WHAT YOU ARE ASKED TO DO — All of the data that appears below is to be given again precisely as written.

[Stored data]

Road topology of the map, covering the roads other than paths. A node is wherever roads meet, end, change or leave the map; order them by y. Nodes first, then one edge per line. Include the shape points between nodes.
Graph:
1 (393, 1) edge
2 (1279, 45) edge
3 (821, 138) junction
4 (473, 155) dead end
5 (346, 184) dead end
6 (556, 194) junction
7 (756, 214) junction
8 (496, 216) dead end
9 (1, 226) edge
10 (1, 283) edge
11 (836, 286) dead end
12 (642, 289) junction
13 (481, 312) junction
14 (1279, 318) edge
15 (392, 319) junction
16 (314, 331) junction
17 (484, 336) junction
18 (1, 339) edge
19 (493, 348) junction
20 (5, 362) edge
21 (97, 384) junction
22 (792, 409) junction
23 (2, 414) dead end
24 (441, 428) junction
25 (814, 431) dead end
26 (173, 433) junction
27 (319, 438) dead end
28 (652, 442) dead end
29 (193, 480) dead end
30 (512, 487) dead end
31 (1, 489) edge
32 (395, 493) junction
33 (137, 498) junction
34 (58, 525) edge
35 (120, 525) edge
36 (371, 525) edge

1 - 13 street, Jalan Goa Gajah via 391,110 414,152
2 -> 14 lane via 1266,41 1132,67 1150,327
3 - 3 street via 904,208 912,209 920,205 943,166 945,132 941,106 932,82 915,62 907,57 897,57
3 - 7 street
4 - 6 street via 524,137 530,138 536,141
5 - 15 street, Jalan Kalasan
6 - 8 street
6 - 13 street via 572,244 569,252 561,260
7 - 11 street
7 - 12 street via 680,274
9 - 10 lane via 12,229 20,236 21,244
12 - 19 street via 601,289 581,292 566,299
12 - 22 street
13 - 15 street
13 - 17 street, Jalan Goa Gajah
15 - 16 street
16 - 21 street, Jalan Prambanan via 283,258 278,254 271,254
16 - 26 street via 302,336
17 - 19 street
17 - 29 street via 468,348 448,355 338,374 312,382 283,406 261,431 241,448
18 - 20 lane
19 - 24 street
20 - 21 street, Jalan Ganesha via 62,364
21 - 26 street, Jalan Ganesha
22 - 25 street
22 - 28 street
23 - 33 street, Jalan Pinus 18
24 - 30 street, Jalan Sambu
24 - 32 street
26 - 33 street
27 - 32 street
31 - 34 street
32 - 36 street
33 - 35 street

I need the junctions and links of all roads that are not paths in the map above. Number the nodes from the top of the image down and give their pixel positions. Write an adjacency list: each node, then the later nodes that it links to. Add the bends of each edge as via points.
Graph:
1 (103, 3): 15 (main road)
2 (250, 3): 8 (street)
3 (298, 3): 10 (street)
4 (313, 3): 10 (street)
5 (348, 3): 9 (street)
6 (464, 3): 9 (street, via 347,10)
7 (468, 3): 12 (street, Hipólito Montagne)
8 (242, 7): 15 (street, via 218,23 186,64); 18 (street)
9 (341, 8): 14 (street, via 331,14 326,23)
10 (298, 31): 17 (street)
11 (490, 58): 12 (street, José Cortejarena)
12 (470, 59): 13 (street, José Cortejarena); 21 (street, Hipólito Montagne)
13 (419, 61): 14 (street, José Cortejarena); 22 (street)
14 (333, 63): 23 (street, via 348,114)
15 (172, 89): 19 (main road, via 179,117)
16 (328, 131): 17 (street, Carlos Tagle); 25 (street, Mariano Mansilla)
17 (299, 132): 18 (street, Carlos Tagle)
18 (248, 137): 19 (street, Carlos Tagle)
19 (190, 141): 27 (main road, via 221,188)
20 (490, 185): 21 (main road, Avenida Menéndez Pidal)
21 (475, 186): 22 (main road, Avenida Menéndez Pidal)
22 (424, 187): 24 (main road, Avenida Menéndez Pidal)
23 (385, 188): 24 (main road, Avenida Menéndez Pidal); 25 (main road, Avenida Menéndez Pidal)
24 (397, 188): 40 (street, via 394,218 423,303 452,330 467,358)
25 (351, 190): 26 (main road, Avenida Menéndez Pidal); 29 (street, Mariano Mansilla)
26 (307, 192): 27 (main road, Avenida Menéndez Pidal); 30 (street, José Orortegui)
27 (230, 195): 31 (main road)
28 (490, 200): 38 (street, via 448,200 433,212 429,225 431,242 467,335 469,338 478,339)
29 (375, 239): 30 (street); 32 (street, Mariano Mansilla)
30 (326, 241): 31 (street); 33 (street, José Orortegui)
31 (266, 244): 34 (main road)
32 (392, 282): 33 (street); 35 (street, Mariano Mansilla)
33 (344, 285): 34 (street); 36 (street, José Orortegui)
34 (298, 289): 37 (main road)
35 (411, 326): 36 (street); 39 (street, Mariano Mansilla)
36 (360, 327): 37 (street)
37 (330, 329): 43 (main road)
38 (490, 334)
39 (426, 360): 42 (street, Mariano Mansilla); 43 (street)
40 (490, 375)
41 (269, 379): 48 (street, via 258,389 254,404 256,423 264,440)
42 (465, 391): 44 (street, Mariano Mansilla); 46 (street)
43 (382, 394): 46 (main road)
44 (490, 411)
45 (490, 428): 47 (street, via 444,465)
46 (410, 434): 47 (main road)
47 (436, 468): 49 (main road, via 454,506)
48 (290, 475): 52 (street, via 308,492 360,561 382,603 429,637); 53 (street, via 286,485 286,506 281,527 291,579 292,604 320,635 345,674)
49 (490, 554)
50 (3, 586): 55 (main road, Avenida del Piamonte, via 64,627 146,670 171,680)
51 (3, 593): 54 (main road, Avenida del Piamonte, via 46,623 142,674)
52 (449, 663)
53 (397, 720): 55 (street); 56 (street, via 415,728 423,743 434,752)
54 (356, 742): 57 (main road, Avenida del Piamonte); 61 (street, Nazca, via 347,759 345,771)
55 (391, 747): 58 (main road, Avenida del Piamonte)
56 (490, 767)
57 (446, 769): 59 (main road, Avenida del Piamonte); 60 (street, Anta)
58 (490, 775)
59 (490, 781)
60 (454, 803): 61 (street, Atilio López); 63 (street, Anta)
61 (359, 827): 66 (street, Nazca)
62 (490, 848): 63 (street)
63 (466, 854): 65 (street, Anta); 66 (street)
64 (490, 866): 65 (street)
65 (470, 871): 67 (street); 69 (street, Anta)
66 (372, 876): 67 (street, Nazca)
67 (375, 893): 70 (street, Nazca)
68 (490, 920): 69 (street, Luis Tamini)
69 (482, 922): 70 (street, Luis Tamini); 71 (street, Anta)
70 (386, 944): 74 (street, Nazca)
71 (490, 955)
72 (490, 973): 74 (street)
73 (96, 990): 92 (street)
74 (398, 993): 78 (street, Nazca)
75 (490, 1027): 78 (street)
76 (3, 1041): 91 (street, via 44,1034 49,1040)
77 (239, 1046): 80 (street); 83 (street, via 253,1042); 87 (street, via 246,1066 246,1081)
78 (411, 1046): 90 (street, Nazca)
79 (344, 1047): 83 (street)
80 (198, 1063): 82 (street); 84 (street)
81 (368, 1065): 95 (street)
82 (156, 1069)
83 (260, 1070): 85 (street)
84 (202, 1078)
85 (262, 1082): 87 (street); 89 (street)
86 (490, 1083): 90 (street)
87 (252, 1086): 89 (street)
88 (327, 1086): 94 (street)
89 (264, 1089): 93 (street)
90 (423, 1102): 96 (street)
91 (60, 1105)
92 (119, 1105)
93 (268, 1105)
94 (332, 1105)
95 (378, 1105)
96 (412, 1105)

ANSWER BOX —
Road topology of the map, covering the roads other than paths. A node is wherever roads meet, end, change or leave the map; order them by y. Nodes first, then one edge per line. Include the shape points between nodes.
Graph:
1 (393, 1) edge
2 (1279, 45) edge
3 (821, 138) junction
4 (473, 155) dead end
5 (346, 184) dead end
6 (556, 194) junction
7 (756, 214) junction
8 (496, 216) dead end
9 (1, 226) edge
10 (1, 283) edge
11 (836, 286) dead end
12 (642, 289) junction
13 (481, 312) junction
14 (1279, 318) edge
15 (392, 319) junction
16 (314, 331) junction
17 (484, 336) junction
18 (1, 339) edge
19 (493, 348) junction
20 (5, 362) edge
21 (97, 384) junction
22 (792, 409) junction
23 (2, 414) dead end
24 (441, 428) junction
25 (814, 431) dead end
26 (173, 433) junction
27 (319, 438) dead end
28 (652, 442) dead end
29 (193, 480) dead end
30 (512, 487) dead end
31 (1, 489) edge
32 (395, 493) junction
33 (137, 498) junction
34 (58, 525) edge
35 (120, 525) edge
36 (371, 525) edge

1 - 13 street, Jalan Goa Gajah via 391,110 414,152
2 -> 14 lane via 1266,41 1132,67 1150,327
3 - 3 street via 904,208 912,209 920,205 943,166 945,132 941,106 932,82 915,62 907,57 897,57
3 - 7 street
4 - 6 street via 524,137 530,138 536,141
5 - 15 street, Jalan Kalasan
6 - 8 street
6 - 13 street via 572,244 569,252 561,260
7 - 11 street
7 - 12 street via 680,274
9 - 10 lane via 12,229 20,236 21,244
12 - 19 street via 601,289 581,292 566,299
12 - 22 street
13 - 15 street
13 - 17 street, Jalan Goa Gajah
15 - 16 street
16 - 21 street, Jalan Prambanan via 283,258 278,254 271,254
16 - 26 street via 302,336
17 - 19 street
17 - 29 street via 468,348 448,355 338,374 312,382 283,406 261,431 241,448
18 - 20 lane
19 - 24 street
20 - 21 street, Jalan Ganesha via 62,364
21 - 26 street, Jalan Ganesha
22 - 25 street
22 - 28 street
23 - 33 street, Jalan Pinus 18
24 - 30 street, Jalan Sambu
24 - 32 street
26 - 33 street
27 - 32 street
31 - 34 street
32 - 36 street
33 - 35 street

I need the junctions and links of all roads that are not paths in the map above. Number the nodes from the top of the image down and give their pixel positions. Write an adjacency list: each node, then the later nodes that it links to. Add the bends of each edge as via points.
Graph:
1 (103, 3): 15 (main road)
2 (250, 3): 8 (street)
3 (298, 3): 10 (street)
4 (313, 3): 10 (street)
5 (348, 3): 9 (street)
6 (464, 3): 9 (street, via 347,10)
7 (468, 3): 12 (street, Hipólito Montagne)
8 (242, 7): 15 (street, via 218,23 186,64); 18 (street)
9 (341, 8): 14 (street, via 331,14 326,23)
10 (298, 31): 17 (street)
11 (490, 58): 12 (street, José Cortejarena)
12 (470, 59): 13 (street, José Cortejarena); 21 (street, Hipólito Montagne)
13 (419, 61): 14 (street, José Cortejarena); 22 (street)
14 (333, 63): 23 (street, via 348,114)
15 (172, 89): 19 (main road, via 179,117)
16 (328, 131): 17 (street, Carlos Tagle); 25 (street, Mariano Mansilla)
17 (299, 132): 18 (street, Carlos Tagle)
18 (248, 137): 19 (street, Carlos Tagle)
19 (190, 141): 27 (main road, via 221,188)
20 (490, 185): 21 (main road, Avenida Menéndez Pidal)
21 (475, 186): 22 (main road, Avenida Menéndez Pidal)
22 (424, 187): 24 (main road, Avenida Menéndez Pidal)
23 (385, 188): 24 (main road, Avenida Menéndez Pidal); 25 (main road, Avenida Menéndez Pidal)
24 (397, 188): 40 (street, via 394,218 423,303 452,330 467,358)
25 (351, 190): 26 (main road, Avenida Menéndez Pidal); 29 (street, Mariano Mansilla)
26 (307, 192): 27 (main road, Avenida Menéndez Pidal); 30 (street, José Orortegui)
27 (230, 195): 31 (main road)
28 (490, 200): 38 (street, via 448,200 433,212 429,225 431,242 467,335 469,338 478,339)
29 (375, 239): 30 (street); 32 (street, Mariano Mansilla)
30 (326, 241): 31 (street); 33 (street, José Orortegui)
31 (266, 244): 34 (main road)
32 (392, 282): 33 (street); 35 (street, Mariano Mansilla)
33 (344, 285): 34 (street); 36 (street, José Orortegui)
34 (298, 289): 37 (main road)
35 (411, 326): 36 (street); 39 (street, Mariano Mansilla)
36 (360, 327): 37 (street)
37 (330, 329): 43 (main road)
38 (490, 334)
39 (426, 360): 42 (street, Mariano Mansilla); 43 (street)
40 (490, 375)
41 (269, 379): 48 (street, via 258,389 254,404 256,423 264,440)
42 (465, 391): 44 (street, Mariano Mansilla); 46 (street)
43 (382, 394): 46 (main road)
44 (490, 411)
45 (490, 428): 47 (street, via 444,465)
46 (410, 434): 47 (main road)
47 (436, 468): 49 (main road, via 454,506)
48 (290, 475): 52 (street, via 308,492 360,561 382,603 429,637); 53 (street, via 286,485 286,506 281,527 291,579 292,604 320,635 345,674)
49 (490, 554)
50 (3, 586): 55 (main road, Avenida del Piamonte, via 64,627 146,670 171,680)
51 (3, 593): 54 (main road, Avenida del Piamonte, via 46,623 142,674)
52 (449, 663)
53 (397, 720): 55 (street); 56 (street, via 415,728 423,743 434,752)
54 (356, 742): 57 (main road, Avenida del Piamonte); 61 (street, Nazca, via 347,759 345,771)
55 (391, 747): 58 (main road, Avenida del Piamonte)
56 (490, 767)
57 (446, 769): 59 (main road, Avenida del Piamonte); 60 (street, Anta)
58 (490, 775)
59 (490, 781)
60 (454, 803): 61 (street, Atilio López); 63 (street, Anta)
61 (359, 827): 66 (street, Nazca)
62 (490, 848): 63 (street)
63 (466, 854): 65 (street, Anta); 66 (street)
64 (490, 866): 65 (street)
65 (470, 871): 67 (street); 69 (street, Anta)
66 (372, 876): 67 (street, Nazca)
67 (375, 893): 70 (street, Nazca)
68 (490, 920): 69 (street, Luis Tamini)
69 (482, 922): 70 (street, Luis Tamini); 71 (street, Anta)
70 (386, 944): 74 (street, Nazca)
71 (490, 955)
72 (490, 973): 74 (street)
73 (96, 990): 92 (street)
74 (398, 993): 78 (street, Nazca)
75 (490, 1027): 78 (street)
76 (3, 1041): 91 (street, via 44,1034 49,1040)
77 (239, 1046): 80 (street); 83 (street, via 253,1042); 87 (street, via 246,1066 246,1081)
78 (411, 1046): 90 (street, Nazca)
79 (344, 1047): 83 (street)
80 (198, 1063): 82 (street); 84 (street)
81 (368, 1065): 95 (street)
82 (156, 1069)
83 (260, 1070): 85 (street)
84 (202, 1078)
85 (262, 1082): 87 (street); 89 (street)
86 (490, 1083): 90 (street)
87 (252, 1086): 89 (street)
88 (327, 1086): 94 (street)
89 (264, 1089): 93 (street)
90 (423, 1102): 96 (street)
91 (60, 1105)
92 (119, 1105)
93 (268, 1105)
94 (332, 1105)
95 (378, 1105)
96 (412, 1105)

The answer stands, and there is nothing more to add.